**DATA FOR PROCESSING**
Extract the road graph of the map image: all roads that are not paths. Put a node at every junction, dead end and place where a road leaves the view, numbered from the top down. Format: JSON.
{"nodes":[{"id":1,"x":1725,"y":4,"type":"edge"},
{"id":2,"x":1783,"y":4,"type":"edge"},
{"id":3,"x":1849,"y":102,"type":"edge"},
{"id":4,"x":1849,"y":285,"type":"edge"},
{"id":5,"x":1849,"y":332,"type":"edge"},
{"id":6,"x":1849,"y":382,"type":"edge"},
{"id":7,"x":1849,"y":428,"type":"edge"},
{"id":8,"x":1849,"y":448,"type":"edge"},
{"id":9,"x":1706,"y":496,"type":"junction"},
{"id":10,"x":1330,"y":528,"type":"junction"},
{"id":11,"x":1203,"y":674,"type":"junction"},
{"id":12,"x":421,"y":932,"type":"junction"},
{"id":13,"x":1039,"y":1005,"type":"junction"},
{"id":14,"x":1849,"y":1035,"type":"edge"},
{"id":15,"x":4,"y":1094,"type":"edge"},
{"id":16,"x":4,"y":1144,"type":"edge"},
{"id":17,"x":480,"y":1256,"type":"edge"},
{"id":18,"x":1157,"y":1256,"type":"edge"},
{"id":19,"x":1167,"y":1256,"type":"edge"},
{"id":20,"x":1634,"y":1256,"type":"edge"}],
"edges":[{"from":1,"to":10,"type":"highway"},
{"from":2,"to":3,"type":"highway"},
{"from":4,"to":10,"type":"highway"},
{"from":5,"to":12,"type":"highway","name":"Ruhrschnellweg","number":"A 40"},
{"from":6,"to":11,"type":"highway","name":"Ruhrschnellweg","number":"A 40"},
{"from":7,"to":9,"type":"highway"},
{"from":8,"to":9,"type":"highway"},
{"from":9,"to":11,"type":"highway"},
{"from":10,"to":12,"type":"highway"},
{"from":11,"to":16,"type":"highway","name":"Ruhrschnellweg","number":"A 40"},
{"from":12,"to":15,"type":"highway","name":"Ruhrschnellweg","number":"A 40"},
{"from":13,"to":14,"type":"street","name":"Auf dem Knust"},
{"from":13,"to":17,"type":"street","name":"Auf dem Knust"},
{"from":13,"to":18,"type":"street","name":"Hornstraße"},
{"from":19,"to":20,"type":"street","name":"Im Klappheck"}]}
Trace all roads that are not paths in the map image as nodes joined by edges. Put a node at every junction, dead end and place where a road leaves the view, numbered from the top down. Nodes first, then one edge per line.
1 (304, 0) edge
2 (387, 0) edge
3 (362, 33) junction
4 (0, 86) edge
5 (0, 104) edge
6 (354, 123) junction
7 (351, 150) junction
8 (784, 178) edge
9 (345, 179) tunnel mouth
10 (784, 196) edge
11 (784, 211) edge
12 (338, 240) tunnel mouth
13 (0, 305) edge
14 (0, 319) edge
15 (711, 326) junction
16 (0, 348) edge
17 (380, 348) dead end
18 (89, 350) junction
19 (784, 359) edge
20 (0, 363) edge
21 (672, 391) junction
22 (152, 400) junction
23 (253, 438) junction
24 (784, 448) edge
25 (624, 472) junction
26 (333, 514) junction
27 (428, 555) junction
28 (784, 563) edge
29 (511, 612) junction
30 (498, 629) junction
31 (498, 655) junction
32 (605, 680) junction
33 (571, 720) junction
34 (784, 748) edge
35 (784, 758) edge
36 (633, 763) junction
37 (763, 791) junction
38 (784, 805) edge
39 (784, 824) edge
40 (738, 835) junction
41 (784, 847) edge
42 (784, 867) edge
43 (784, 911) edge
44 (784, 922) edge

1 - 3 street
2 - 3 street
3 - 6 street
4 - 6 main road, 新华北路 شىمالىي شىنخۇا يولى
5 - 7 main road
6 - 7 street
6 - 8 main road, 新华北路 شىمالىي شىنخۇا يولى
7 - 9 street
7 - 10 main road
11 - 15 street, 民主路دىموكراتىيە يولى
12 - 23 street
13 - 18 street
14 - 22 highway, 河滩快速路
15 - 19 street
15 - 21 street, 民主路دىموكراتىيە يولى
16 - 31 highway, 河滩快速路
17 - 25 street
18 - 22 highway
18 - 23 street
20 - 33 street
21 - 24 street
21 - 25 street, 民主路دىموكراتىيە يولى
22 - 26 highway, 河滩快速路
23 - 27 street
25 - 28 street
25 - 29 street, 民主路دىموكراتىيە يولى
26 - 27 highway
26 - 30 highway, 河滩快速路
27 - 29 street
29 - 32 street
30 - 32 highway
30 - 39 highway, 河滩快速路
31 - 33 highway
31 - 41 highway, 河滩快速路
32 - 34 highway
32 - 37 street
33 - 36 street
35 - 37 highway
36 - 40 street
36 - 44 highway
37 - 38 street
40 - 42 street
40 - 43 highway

**AIM OF THE TASK**
When a line in the material above includes "roads", report that line by copying it.

**PROBLEM SOLUTION**
Extract the road graph of the map image: all roads that are not paths. Put a node at every junction, dead end and place where a road leaves the view, numbered from the top down. Format: JSON.
Trace all roads that are not paths in the map image as nodes joined by edges. Put a node at every junction, dead end and place where a road leaves the view, numbered from the top down. Nodes first, then one edge per line.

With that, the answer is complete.